I spent the last few days trying to figure out parts of networkx, a python package for network diagramming–with some success! I had some old data from an earlier attempt at using networkx with tokened text from IMDB summaries and synopses. That code basically took each text chunk, tokened it out, dropped stopwords, and then created an edge list with individual words in the summary/synopsis as the source and ttconst as the target, like so:
Previous attempts to use networkx with this full list–which has 50864 rows–was just unreadable, so I wanted to narrow it per my focus. I created a new dataframe excerpting just the rows with specific keywords in the “from” source column:
This gave me a column with all the keywords I was looking at connected to the tconst of the film they appeared in. (I had done some renaming of the to/tconst column throughout my work in Jupyter, hence the new column name. Turns out, it’s not necessary–you just need to specify the target column by name!
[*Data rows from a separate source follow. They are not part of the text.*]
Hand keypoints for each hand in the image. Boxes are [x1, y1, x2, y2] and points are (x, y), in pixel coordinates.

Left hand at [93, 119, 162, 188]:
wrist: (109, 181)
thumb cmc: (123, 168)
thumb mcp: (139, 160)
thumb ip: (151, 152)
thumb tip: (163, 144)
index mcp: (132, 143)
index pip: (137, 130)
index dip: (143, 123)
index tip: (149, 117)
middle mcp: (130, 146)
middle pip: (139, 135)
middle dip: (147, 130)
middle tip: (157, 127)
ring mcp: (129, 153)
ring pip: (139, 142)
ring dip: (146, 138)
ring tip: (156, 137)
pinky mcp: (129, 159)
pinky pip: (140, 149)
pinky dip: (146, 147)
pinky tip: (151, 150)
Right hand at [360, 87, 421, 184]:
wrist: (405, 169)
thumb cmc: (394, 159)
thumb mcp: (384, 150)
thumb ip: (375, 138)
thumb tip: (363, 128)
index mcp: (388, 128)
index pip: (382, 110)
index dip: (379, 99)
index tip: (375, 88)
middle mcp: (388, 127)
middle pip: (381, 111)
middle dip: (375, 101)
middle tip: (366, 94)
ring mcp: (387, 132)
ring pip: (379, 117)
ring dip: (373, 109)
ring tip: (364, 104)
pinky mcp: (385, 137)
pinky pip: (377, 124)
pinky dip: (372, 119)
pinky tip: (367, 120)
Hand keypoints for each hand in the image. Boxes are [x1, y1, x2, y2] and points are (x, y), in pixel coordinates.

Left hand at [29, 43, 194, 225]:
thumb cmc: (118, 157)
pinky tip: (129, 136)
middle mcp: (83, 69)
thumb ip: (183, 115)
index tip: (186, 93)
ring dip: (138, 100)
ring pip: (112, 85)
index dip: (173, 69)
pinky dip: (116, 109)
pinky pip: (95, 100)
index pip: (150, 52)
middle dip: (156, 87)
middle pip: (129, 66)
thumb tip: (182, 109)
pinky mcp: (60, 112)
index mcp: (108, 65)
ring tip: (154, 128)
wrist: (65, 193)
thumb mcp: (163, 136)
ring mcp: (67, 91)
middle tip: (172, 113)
That’s a relief. )
After playing with merging other datasets, renaming columns, dropping unnecessary columns, and so on, I realised that I needed to simplify. I ended up with a dataframe called “artist_edges_titles_ratings” with, in addition to a bunch of other info I didn’t use, contaiined two columns titled “from” and “primaryTitle.”
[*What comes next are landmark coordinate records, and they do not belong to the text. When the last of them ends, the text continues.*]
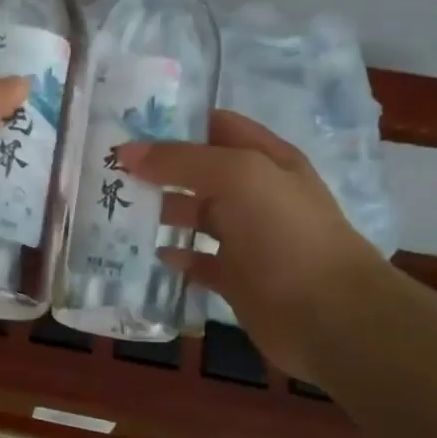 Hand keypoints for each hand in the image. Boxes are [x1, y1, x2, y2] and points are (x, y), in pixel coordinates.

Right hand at [119, 110, 387, 380]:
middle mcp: (255, 194)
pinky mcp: (236, 277)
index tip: (127, 124)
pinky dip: (174, 256)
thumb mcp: (237, 176)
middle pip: (199, 172)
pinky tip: (149, 253)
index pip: (216, 127)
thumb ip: (181, 160)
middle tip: (109, 170)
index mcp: (265, 160)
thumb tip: (126, 152)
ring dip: (160, 212)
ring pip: (194, 215)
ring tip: (116, 210)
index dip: (176, 122)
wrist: (327, 315)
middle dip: (157, 168)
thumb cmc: (285, 234)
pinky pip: (197, 261)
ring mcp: (246, 238)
Learning that in networkx, you can pull directly from pandas dataframes, I created this network diagram. You’ll note the networkx method from_pandas_edgelist, which takes the dataframe, the source column name (“from”), and the target column name (“primaryTitle”). Figuring out sizing of the figure was a little challenging, and I also had to figure out that the labels are drawn from the column contents–which is why I didn’t use “tconst” but instead chose the column with the full title in it. This was pretty simple to do (google, again, is your friend)!
This looks pretty good! What you see here is the edge (connecting lines) between each node, where the nodes are the unique data in the edgelist. In the detail below, you’ll see, for instance, that the node “scupltor” is indistinguishable from the nodes “Scream, Pretty Peggy,” “Mill of the Stone Women,” or “Cauldron of Blood,” which are film titles. How to distinguish them? Why is this happening?
I spent a good amount of time on google and realized that (I think?) I needed to have a separate nodes list, with attributes for each node. This made the use of the from_pandas_edgelist method sort of obsolete, and I had to find another way to do it. Apparently, from_pandas_edgelist transforms all column data into nodes, and then draws connections from the source/target data. This makes it a quick way to put up a network diagram, but not good for distinguishing between your nodes. (If anyone out there knows how to format nodes easily while using from_pandas_edgelist, let me know!)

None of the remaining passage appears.